(SOURCE INFORMATION)
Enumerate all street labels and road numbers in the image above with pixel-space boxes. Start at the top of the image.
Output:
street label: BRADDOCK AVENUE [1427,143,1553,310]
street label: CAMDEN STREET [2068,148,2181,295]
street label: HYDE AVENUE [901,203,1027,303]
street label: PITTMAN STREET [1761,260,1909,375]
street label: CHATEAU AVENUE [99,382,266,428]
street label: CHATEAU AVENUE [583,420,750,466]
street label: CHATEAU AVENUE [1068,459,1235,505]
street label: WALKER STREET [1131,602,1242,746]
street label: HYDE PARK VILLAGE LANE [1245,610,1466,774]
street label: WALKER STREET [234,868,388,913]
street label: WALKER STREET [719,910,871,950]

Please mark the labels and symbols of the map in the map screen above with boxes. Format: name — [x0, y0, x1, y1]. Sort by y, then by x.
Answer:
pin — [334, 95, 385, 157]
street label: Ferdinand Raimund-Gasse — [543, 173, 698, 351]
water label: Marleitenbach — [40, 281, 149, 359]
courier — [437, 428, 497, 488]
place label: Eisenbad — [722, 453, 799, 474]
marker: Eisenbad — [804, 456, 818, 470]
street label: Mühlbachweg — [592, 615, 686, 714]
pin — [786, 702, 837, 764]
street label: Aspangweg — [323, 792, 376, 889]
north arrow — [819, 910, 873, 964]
(End SOURCE INFORMATION)
**WORK TO BE COMPLETED**
Once you find the line containing "Please mark the", stop: reproduce exactly that line and every line of the data before it, and nothing else.

**SOLUTION FOR THIS EXERCISE**
Enumerate all street labels and road numbers in the image above with pixel-space boxes. Start at the top of the image.
Output:
street label: BRADDOCK AVENUE [1427,143,1553,310]
street label: CAMDEN STREET [2068,148,2181,295]
street label: HYDE AVENUE [901,203,1027,303]
street label: PITTMAN STREET [1761,260,1909,375]
street label: CHATEAU AVENUE [99,382,266,428]
street label: CHATEAU AVENUE [583,420,750,466]
street label: CHATEAU AVENUE [1068,459,1235,505]
street label: WALKER STREET [1131,602,1242,746]
street label: HYDE PARK VILLAGE LANE [1245,610,1466,774]
street label: WALKER STREET [234,868,388,913]
street label: WALKER STREET [719,910,871,950]

Please mark the labels and symbols of the map in the map screen above with boxes. Format: name — [x0, y0, x1, y1]. Sort by y, then by x.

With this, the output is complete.